According to McGraw-Hill, meiosis II and mitosis are similar because during both processes, sister chromosomes split along the center of the cell. During both meiosis II and mitosis, the sister cells line up down the middle of the cell and the spindle fibers pull them apart. The result is daughter cells that are genetically identical to one another.
Mitosis is the biological process by which non-reproductive body cells, called somatic cells, replicate and divide, while meiosis creates sperm and egg cells, called gametes, to be used in sexual reproduction, notes University of Illinois at Chicago. In most animals and plants, mitosis produces two identical diploid cells, and meiosis creates four genetically unique haploid cells, explains Boundless. A diploid cell possesses two copies of each chromosome, while a haploid cell possesses only one of each chromosome. During sexual reproduction, haploid sperm and egg cells combine to form a diploid zygote, notes UIC.

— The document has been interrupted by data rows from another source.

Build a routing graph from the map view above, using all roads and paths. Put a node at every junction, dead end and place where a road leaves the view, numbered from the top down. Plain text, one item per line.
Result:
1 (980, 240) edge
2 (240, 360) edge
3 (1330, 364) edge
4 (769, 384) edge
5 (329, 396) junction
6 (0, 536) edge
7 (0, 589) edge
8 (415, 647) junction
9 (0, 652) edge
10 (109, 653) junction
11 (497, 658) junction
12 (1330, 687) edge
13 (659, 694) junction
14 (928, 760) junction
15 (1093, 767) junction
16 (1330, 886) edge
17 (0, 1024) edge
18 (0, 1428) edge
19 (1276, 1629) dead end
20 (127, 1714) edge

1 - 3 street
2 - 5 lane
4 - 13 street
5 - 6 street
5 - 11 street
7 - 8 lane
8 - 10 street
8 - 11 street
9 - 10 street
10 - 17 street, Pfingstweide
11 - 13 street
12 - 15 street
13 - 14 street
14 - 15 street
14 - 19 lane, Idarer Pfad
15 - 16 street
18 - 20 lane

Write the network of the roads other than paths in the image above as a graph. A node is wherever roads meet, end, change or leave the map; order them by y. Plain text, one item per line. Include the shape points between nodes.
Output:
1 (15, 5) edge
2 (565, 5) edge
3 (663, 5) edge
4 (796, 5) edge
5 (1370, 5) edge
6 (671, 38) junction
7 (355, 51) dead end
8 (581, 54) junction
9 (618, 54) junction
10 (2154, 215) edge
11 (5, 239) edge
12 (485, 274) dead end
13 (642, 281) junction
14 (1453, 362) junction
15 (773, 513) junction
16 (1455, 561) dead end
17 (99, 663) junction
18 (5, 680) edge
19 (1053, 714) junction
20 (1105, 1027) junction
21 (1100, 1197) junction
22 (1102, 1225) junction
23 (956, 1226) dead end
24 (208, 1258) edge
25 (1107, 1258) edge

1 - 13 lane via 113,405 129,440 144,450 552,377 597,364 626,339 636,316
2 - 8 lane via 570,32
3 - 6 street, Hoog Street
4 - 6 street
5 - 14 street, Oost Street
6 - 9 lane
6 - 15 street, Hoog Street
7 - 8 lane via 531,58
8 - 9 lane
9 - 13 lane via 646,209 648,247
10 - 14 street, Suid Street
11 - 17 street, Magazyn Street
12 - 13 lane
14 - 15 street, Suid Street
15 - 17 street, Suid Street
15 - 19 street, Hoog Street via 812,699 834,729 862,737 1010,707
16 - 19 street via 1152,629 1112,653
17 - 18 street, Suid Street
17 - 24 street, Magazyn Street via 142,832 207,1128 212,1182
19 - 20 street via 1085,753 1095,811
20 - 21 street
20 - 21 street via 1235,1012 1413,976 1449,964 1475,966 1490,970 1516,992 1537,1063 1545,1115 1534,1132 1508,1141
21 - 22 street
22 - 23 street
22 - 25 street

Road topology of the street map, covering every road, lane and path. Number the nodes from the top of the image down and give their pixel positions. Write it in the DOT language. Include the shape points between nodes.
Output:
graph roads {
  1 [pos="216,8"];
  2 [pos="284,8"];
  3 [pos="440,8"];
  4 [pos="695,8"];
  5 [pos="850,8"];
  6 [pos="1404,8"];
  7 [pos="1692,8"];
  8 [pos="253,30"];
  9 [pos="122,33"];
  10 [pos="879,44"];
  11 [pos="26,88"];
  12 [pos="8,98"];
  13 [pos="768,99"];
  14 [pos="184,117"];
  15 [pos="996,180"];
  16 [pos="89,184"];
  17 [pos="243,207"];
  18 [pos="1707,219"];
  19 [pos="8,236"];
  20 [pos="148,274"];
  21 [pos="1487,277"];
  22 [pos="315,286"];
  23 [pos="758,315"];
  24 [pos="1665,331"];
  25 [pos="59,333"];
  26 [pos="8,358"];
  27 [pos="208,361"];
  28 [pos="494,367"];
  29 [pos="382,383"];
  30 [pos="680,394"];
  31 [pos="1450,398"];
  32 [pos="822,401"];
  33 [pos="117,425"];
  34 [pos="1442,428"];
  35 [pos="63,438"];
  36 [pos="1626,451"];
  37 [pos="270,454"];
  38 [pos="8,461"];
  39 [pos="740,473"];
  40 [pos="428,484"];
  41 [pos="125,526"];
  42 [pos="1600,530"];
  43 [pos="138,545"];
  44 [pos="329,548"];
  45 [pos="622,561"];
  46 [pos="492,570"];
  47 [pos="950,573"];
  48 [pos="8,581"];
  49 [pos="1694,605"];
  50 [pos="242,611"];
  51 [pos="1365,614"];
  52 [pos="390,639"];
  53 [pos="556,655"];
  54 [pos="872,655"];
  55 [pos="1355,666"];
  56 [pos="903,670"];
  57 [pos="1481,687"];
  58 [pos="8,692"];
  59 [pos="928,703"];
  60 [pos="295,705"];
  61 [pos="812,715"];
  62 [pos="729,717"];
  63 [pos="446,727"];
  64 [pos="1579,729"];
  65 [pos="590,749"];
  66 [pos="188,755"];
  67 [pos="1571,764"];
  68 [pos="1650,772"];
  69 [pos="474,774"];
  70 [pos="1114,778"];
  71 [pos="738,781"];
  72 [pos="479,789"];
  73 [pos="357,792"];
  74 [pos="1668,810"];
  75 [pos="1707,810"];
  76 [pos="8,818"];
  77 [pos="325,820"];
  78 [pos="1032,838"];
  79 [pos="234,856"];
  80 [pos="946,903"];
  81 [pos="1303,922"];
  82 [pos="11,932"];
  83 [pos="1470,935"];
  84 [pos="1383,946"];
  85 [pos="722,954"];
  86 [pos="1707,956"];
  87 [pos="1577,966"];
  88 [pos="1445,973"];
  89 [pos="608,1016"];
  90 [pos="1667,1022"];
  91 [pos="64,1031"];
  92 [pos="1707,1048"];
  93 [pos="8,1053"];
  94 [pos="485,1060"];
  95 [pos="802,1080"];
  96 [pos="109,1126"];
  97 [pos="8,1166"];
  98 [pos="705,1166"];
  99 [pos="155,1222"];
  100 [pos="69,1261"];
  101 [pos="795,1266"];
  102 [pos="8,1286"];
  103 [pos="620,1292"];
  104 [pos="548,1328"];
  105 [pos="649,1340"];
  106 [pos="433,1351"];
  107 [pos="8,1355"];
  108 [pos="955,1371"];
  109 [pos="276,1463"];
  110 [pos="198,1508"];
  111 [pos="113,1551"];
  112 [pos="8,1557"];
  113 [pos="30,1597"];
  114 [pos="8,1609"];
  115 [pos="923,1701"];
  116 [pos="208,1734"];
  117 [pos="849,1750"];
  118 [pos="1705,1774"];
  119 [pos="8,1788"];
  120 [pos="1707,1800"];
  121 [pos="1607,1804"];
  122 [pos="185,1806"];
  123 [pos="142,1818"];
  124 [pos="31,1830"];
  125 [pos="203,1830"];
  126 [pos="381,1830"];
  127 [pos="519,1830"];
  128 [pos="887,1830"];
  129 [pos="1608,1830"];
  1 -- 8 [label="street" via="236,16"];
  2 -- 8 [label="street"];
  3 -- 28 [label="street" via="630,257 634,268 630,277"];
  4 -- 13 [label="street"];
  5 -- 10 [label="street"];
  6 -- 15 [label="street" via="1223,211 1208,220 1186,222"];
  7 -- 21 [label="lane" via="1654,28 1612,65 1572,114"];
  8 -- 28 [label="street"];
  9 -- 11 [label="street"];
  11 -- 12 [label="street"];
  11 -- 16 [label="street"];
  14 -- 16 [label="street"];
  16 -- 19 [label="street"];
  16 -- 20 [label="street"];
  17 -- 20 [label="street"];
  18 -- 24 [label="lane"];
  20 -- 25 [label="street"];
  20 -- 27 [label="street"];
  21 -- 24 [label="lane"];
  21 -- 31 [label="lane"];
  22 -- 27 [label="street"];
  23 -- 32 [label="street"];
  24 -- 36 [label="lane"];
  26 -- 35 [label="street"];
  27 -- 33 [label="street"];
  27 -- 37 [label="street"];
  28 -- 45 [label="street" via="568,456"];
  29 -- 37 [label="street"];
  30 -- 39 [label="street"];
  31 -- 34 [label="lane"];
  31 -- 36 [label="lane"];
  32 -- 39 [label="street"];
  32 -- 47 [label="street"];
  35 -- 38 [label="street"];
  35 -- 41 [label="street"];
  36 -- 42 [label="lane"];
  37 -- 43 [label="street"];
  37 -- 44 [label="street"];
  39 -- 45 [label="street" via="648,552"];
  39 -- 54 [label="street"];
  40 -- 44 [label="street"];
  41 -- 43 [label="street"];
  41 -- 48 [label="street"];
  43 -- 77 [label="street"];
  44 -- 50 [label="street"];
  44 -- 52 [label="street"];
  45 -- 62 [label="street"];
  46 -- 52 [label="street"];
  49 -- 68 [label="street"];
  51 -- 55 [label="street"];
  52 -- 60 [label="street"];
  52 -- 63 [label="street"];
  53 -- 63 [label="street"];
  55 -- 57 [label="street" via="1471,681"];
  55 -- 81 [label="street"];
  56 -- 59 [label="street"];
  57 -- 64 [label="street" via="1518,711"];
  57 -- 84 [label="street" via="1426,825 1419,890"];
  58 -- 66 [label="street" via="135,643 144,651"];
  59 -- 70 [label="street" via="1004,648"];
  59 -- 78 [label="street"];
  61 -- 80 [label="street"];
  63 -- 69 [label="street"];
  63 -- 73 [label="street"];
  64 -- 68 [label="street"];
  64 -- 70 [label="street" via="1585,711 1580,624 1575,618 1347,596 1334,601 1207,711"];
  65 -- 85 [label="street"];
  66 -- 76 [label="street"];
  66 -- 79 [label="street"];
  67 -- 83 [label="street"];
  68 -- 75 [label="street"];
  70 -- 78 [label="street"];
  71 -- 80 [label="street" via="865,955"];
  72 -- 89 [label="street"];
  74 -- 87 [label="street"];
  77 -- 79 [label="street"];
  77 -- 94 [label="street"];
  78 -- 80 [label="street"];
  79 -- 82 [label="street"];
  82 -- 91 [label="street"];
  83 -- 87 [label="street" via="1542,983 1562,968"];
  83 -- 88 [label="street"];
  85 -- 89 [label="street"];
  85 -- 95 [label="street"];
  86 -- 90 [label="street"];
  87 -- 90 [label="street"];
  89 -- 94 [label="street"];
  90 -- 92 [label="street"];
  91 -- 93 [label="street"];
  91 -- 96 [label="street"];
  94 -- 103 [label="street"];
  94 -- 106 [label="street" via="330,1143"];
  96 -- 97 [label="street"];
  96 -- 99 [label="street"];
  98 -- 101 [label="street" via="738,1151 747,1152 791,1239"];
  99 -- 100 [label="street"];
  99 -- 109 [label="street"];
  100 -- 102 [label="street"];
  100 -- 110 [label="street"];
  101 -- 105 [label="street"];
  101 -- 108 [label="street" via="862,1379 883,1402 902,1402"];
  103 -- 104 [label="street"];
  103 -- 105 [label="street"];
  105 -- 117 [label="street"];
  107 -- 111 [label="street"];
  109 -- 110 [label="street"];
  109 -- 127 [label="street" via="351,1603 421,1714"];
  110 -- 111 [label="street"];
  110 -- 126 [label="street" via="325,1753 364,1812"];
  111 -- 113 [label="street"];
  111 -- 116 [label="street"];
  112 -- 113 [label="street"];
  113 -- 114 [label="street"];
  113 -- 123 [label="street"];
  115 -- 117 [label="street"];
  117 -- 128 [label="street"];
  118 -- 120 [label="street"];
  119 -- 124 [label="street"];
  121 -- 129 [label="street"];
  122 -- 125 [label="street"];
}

Both meiosis II and mitosis have multiple phases. Meiosis repeats itself twice, which means that each phase occurs twice, once during meiosis I and again during meiosis II. The following phases are present in both meiosis and mitosis: prophase, metaphase, anaphase and telophase. During metaphase II of meiosis II and metaphase of mitosis, the sister chromatids align down the center of the cell. Anaphase and telophase of meiosis II and mitosis are similar as well. During anaphase, the chromatids separate. Then, during telophase, the nuclear membrane reappears, and the chromosomes uncoil. Next, the spindle apparatus breaks down, and, finally, the cell separates into two cells.
There is a difference between the cells in mitosis and meiosis II. During the first cell division of meiosis, the cells are diploid. When the second meiotic division occurs during meiosis II, it occurs as it does in mitosis. The cells double, but the number of chromosomes does not reduce.